### Task goal
If a line in the data holds "setLineDash", copy that line out in full.

--- Provided data ---

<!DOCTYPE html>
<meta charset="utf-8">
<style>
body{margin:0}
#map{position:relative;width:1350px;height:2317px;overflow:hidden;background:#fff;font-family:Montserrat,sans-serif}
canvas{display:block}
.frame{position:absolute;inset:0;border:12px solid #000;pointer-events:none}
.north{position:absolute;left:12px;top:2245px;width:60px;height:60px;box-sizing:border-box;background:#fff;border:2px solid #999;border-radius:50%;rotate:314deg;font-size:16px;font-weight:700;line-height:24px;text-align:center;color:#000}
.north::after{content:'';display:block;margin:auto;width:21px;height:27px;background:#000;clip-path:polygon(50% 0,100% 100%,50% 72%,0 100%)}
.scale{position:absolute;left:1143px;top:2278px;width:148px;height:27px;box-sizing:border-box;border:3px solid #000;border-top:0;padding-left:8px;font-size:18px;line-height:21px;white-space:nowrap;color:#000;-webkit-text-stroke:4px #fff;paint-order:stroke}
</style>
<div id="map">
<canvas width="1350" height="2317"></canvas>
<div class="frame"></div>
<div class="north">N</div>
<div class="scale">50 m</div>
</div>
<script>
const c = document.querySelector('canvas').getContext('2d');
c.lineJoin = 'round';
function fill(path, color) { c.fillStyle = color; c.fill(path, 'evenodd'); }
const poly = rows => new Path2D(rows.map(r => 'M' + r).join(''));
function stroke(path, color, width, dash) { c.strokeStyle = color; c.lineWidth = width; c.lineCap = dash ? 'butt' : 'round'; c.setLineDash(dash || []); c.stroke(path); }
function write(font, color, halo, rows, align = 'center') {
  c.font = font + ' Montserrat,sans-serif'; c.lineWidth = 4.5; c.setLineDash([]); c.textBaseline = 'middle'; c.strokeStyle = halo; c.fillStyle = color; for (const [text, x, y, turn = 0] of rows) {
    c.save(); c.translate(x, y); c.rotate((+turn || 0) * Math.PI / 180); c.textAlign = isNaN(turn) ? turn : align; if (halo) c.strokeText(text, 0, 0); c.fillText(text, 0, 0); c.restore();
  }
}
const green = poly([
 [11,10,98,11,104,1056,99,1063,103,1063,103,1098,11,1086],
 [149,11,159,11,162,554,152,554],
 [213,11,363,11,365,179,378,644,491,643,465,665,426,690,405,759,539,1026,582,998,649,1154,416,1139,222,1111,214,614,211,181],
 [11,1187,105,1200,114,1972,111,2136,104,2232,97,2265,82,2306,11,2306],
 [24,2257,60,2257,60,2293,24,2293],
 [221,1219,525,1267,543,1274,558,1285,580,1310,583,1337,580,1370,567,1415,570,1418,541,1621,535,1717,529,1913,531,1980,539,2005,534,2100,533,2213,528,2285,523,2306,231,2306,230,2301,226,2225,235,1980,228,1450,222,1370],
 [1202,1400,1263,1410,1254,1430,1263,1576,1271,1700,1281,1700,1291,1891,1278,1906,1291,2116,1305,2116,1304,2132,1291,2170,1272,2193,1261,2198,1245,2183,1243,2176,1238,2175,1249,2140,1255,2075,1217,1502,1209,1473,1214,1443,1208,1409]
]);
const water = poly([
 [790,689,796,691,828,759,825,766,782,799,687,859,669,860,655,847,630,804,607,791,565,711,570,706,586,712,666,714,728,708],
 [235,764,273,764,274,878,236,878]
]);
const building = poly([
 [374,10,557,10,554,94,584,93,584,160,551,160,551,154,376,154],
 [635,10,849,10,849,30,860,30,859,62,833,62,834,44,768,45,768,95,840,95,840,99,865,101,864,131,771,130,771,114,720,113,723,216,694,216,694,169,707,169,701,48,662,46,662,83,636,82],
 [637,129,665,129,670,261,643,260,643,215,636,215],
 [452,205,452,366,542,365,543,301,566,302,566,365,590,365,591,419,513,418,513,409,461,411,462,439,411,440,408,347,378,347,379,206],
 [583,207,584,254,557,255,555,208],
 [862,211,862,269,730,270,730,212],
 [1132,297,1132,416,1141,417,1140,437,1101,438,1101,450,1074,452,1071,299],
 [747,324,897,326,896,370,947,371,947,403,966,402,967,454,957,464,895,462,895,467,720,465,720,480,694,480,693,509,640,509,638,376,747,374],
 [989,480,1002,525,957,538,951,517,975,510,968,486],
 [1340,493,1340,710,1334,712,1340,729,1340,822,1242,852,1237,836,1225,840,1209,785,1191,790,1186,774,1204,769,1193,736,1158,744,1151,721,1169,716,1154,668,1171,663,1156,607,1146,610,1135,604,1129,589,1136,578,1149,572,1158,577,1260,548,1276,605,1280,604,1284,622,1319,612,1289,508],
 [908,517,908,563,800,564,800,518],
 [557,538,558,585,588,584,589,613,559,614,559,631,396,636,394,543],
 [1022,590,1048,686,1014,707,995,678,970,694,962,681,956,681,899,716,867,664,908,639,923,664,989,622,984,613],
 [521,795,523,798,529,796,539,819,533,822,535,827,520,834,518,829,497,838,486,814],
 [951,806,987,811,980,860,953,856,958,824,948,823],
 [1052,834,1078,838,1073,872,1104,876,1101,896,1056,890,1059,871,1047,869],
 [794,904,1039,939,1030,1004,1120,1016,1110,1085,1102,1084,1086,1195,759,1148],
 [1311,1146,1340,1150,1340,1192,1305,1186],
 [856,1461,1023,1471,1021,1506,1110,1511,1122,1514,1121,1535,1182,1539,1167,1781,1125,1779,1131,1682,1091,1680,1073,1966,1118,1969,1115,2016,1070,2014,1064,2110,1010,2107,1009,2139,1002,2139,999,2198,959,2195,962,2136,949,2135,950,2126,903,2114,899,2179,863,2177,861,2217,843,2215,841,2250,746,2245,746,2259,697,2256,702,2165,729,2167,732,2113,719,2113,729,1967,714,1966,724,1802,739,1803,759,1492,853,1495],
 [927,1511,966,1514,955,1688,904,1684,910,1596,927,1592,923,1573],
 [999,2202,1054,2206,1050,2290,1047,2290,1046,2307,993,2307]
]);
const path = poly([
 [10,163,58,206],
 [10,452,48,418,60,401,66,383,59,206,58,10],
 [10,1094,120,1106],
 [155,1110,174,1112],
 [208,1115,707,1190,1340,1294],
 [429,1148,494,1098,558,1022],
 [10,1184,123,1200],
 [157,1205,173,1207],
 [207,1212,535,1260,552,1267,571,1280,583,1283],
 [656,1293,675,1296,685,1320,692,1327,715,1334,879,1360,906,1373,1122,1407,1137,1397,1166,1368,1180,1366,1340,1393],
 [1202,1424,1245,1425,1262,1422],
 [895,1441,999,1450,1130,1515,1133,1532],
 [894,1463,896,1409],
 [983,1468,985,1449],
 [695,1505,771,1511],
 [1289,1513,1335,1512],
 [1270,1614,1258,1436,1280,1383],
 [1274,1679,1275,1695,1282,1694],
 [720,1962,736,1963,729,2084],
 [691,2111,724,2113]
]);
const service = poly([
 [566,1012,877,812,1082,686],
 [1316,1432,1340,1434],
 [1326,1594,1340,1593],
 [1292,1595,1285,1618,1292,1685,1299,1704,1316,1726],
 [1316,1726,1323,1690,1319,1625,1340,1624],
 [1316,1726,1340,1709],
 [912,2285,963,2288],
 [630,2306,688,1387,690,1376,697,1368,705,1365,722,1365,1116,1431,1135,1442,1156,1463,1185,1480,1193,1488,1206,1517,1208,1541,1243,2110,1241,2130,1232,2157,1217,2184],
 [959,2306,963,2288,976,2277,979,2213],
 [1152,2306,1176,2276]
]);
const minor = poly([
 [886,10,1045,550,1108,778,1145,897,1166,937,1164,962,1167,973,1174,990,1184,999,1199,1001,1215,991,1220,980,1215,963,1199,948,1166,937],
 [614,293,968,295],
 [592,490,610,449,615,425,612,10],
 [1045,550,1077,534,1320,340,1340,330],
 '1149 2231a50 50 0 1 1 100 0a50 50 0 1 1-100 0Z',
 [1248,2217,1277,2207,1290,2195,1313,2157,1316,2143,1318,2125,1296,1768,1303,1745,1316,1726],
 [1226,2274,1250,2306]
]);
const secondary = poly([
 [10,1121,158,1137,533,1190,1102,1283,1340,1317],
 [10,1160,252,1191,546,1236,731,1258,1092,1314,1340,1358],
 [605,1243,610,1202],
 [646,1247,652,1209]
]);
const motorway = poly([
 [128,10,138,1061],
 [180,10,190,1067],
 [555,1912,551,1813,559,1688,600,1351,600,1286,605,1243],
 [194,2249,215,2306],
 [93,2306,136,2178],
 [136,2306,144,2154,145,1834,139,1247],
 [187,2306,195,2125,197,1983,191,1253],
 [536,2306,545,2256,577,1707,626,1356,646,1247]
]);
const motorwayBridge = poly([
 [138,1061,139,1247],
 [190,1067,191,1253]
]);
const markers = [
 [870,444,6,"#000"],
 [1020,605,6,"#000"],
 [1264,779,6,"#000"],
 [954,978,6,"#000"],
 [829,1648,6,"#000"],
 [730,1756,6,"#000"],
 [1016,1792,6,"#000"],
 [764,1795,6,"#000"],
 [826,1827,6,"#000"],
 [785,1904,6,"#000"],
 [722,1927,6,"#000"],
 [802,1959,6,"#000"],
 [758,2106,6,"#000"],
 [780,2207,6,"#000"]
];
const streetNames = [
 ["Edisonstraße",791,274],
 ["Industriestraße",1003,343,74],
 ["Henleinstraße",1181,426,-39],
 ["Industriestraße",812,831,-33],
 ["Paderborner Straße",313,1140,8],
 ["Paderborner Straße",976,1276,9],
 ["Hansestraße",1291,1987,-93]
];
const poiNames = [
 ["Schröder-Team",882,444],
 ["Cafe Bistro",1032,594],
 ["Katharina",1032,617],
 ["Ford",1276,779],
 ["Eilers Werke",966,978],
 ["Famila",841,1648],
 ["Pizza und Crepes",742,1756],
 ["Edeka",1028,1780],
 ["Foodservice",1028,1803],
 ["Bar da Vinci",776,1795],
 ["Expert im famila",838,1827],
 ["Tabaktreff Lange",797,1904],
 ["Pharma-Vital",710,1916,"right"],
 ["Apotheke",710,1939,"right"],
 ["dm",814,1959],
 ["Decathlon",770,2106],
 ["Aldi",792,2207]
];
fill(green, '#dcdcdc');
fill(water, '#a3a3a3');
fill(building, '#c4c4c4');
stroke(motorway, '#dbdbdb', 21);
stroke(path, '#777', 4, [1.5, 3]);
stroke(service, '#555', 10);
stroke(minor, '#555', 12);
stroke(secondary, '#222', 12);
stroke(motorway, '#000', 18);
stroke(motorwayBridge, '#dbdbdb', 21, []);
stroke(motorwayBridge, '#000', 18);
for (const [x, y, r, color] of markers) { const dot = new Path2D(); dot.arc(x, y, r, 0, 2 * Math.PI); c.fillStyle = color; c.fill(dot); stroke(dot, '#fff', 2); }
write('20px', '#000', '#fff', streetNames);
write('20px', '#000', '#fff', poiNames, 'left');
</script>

---
--- Provided data ---

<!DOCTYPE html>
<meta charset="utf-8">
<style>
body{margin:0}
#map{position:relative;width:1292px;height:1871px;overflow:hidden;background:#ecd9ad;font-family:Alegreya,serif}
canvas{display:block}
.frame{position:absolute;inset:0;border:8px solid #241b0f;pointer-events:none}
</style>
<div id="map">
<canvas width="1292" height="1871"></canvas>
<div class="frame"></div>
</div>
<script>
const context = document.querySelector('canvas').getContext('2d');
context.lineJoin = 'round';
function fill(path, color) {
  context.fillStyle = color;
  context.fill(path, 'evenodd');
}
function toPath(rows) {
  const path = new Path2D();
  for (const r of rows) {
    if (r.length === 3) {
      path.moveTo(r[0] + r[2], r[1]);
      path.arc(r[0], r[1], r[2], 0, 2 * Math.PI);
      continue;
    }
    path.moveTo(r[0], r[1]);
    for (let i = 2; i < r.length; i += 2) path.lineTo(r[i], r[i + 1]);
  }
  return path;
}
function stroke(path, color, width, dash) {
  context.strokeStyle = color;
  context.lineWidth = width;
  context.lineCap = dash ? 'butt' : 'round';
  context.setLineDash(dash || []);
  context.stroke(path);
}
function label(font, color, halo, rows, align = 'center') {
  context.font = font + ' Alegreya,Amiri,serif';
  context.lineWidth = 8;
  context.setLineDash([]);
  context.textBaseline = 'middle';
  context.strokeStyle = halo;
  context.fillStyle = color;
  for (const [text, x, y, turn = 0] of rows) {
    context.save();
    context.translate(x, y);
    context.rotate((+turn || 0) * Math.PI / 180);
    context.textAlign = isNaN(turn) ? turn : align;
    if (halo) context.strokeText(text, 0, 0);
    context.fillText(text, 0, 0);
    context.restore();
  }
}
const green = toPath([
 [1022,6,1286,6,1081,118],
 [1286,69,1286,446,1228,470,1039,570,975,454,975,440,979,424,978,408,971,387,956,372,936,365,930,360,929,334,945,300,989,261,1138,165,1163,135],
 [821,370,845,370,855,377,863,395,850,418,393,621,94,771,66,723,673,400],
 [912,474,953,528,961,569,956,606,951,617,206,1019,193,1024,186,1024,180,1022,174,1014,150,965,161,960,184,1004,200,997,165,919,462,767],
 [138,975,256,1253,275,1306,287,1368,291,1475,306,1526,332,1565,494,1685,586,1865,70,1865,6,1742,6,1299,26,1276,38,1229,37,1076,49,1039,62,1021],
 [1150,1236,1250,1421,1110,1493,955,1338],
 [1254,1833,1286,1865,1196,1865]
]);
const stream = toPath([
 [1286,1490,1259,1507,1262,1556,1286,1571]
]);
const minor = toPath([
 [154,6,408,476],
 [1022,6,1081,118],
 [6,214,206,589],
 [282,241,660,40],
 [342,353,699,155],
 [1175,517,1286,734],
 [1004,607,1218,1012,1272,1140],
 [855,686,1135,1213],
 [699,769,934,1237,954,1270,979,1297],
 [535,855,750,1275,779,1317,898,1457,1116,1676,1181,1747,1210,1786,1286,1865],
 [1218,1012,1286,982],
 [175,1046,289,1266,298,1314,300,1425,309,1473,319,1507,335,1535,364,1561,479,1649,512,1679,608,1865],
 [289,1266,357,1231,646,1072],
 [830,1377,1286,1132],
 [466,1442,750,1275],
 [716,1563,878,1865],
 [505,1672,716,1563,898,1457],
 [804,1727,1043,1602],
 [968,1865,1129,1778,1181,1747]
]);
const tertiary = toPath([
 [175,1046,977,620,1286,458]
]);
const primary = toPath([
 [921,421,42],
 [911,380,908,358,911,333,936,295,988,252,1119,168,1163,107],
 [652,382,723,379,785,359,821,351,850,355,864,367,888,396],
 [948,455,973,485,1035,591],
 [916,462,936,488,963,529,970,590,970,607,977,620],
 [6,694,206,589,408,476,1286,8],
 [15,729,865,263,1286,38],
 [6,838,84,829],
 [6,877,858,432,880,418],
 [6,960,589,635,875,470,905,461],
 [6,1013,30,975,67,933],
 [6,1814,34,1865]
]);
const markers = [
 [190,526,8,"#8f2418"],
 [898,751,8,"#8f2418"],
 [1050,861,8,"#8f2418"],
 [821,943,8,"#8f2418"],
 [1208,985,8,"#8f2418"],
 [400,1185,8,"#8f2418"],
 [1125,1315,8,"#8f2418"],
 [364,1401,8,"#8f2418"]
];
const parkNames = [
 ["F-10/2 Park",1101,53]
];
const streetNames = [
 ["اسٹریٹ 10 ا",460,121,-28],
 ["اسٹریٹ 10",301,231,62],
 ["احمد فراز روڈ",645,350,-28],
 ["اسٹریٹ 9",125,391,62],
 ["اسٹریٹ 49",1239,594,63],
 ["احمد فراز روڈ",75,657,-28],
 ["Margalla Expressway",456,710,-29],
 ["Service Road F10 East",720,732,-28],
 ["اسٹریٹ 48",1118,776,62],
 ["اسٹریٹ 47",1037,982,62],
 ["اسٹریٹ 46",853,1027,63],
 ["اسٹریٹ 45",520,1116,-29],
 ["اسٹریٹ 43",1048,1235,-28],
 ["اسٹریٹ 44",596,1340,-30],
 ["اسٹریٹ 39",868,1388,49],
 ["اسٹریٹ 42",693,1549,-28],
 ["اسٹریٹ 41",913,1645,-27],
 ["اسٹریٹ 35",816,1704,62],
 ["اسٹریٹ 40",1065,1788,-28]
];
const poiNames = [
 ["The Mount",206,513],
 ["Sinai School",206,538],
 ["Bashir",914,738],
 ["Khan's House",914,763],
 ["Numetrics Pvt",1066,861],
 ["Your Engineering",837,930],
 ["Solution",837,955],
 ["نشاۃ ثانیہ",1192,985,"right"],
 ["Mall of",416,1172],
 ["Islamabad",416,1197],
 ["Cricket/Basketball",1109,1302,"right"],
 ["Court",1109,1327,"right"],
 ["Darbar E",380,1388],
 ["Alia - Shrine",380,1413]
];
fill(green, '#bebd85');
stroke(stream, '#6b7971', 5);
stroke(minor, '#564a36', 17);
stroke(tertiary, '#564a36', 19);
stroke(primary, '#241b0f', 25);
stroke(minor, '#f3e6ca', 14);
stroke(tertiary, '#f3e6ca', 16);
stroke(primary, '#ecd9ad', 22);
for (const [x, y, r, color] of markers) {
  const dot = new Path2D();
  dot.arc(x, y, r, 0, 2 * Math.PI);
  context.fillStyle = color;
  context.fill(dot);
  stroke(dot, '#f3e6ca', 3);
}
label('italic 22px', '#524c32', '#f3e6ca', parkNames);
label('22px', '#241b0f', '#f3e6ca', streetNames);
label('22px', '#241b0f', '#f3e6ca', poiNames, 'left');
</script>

---

### Your response
function stroke(path, color, width, dash) { c.strokeStyle = color; c.lineWidth = width; c.lineCap = dash ? 'butt' : 'round'; c.setLineDash(dash || []); c.stroke(path); }
  c.font = font + ' Montserrat,sans-serif'; c.lineWidth = 4.5; c.setLineDash([]); c.textBaseline = 'middle'; c.strokeStyle = halo; c.fillStyle = color; for (const [text, x, y, turn = 0] of rows) {
  context.setLineDash(dash || []);
  context.setLineDash([]);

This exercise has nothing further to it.